CLOVIS — Almost six months after a bomb scare that evacuated the Curry County Courthouse, police last week arrested a Clovis man accused of calling in the bogus threat and planting a suspicious package in order to delay a woman’s sentencing that morning.

Jeremy Cook, 36, was arrested Thursday and charged with “making a bomb scare,” a fourth-degree felony. Over the course of several weeks subsequent to the two-part Jan. 26 incident, investigators narrowed in on Cook through forensic analysis of cell phone and social media accounts, according to a criminal complaint filed June 28 in magistrate court.

Within two weeks of the hoax, investigator Matt Whittington traced the number that had placed the initial 10:33 a.m. bomb threat at the district court clerk’s office to a Verizon phone that had been missing since late December last year. That number was also linked to a Facebook account with the name “Hill Billy (Jeremy cook).” Upon receiving a search warrant for the account’s records, investigators cross-referenced numbers shared in the account messages with calls placed in January from the suspect phone, records show.

Cook was arrested March 17 for receiving stolen property, and in ensuing police interviews “said that he knew nothing about the bomb threat, but that he knew he was probably going to get charged,” according the complaint. He said he did not know who had the phone on Jan. 26, and “that someone else stole the phone so it wasn’t stolen when it was given to him.”

There were few documented updates on the case since then, save for inconclusive DNA and fingerprint analysis of the “suspicious package,” which turned out to be a cardboard box containing a brick with a broken cell phone taped to the outside.

Ultimately, it was an anonymous tip June 18 through Crime Stoppers that pointed the finger most recently at Cook, claiming he orchestrated the threat to delay a woman’s 10:30 a.m. plea conference that morning.
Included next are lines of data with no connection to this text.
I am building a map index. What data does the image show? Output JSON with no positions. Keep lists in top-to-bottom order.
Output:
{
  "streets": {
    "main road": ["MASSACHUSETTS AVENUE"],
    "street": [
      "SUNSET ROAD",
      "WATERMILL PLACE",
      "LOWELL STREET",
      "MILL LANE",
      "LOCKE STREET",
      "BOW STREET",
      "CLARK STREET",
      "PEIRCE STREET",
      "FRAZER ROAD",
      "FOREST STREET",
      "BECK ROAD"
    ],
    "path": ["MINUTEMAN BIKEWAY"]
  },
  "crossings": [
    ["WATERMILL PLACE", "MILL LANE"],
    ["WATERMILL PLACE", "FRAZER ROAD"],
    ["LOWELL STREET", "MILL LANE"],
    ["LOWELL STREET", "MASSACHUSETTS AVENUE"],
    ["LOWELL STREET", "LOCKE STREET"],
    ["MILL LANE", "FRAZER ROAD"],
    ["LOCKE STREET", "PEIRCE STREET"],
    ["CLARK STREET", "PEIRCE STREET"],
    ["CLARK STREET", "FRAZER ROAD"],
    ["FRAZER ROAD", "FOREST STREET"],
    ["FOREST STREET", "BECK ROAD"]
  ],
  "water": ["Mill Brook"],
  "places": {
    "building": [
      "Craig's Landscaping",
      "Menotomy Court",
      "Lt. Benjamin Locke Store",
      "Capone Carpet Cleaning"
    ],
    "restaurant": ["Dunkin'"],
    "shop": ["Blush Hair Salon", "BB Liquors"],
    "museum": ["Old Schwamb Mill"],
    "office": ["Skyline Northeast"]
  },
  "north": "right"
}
That woman attended her plea conference, though a few minutes late. It carried on as scheduled, according to court records, since the evacuation and response from Clovis first responders and Cannon Air Force Base’s Explosive Ordinance Disposal team did not start until a suspicious package was reported hours later around 2 p.m.

Officials remained on scene that day for more than four hours more, with a two-block perimeter closed off near downtown Clovis.

The woman has not been charged with any crimes in relation to the incident.

Jail security footage found an individual walked quickly around the law library (where the package was found) at 10:22 a.m., only a few minutes before the initial threat.

Cook was conditionally appointed a public defender, but a specific attorney was not yet listed Friday. He remained this weekend without bond in the Curry County Detention Center and is scheduled for a court hearing July 26.